Simulação de tomografia computorizada: as tomografias são realizadas utilizando tomografia em espiral e todos os pacientes devem ser digitalizados com contraste de iodo para melhoramento, com uma espessura de camada de 3 mm, a margem superior deve incluir a abóbada craniana e a margem inferior deve incluir todo o tecido pulmonar; carregamento para o sistema de planeamento.

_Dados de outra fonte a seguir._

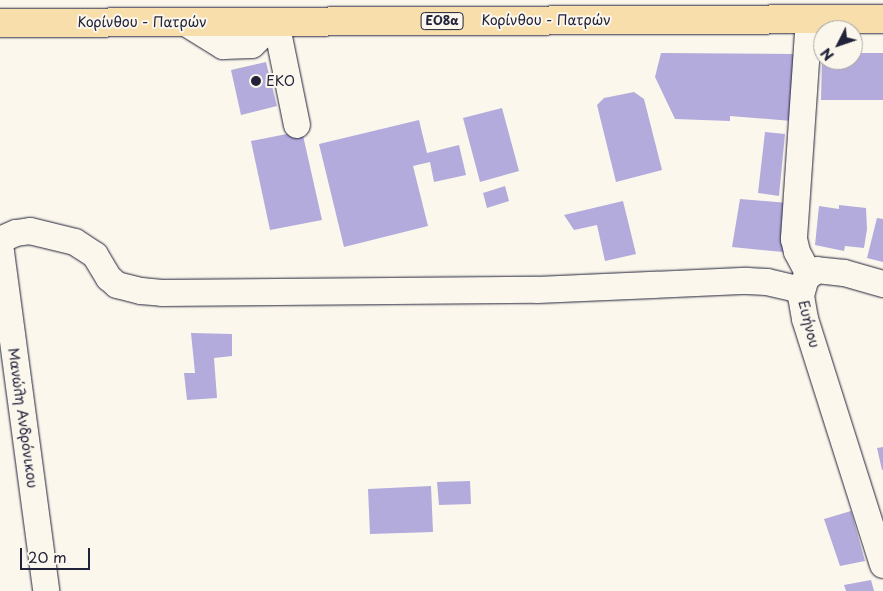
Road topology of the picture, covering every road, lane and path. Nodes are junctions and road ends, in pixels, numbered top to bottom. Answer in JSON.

Desenvolvimento da área alvo (Figura 4): existe uma controvérsia considerável relativamente à determinação da área alvo. Alguns estudos sugerem que podem ser utilizados pequenos tratamentos de campo, com atenção adequada à radiação externa do cirurgião para áreas de elevada incidência pós-operatória, e áreas que não são facilmente ressecadas por cirurgia. Alguns investigadores acreditam que a radioterapia de grande campo deve ser utilizada, com a opção de tratar áreas de drenagem dos gânglios linfáticos cervicais.
A concepção da área alvo deve depender das circunstâncias específicas, tais como o tipo de patologia, a extensão da lesão e a presença ou ausência de invasão dos gânglios linfáticos. Em geral, um campo pequeno é utilizado para cancros altamente diferenciados e um campo grande para cancros pouco diferenciados ou indiferenciados. Os limites superior e inferior devem ser determinados pela extensão da invasão tumoral e pela extensão da metástase dos gânglios linfáticos, com base no princípio de incluir todo o corpo tiroidiano e a drenagem linfática regional. Para o carcinoma indiferenciado, o bordo superior deve incluir os gânglios linfáticos cervicais superiores e o bordo inferior deve atingir o nível da bifurcação traqueal para incluir os gânglios linfáticos mediastinais superiores.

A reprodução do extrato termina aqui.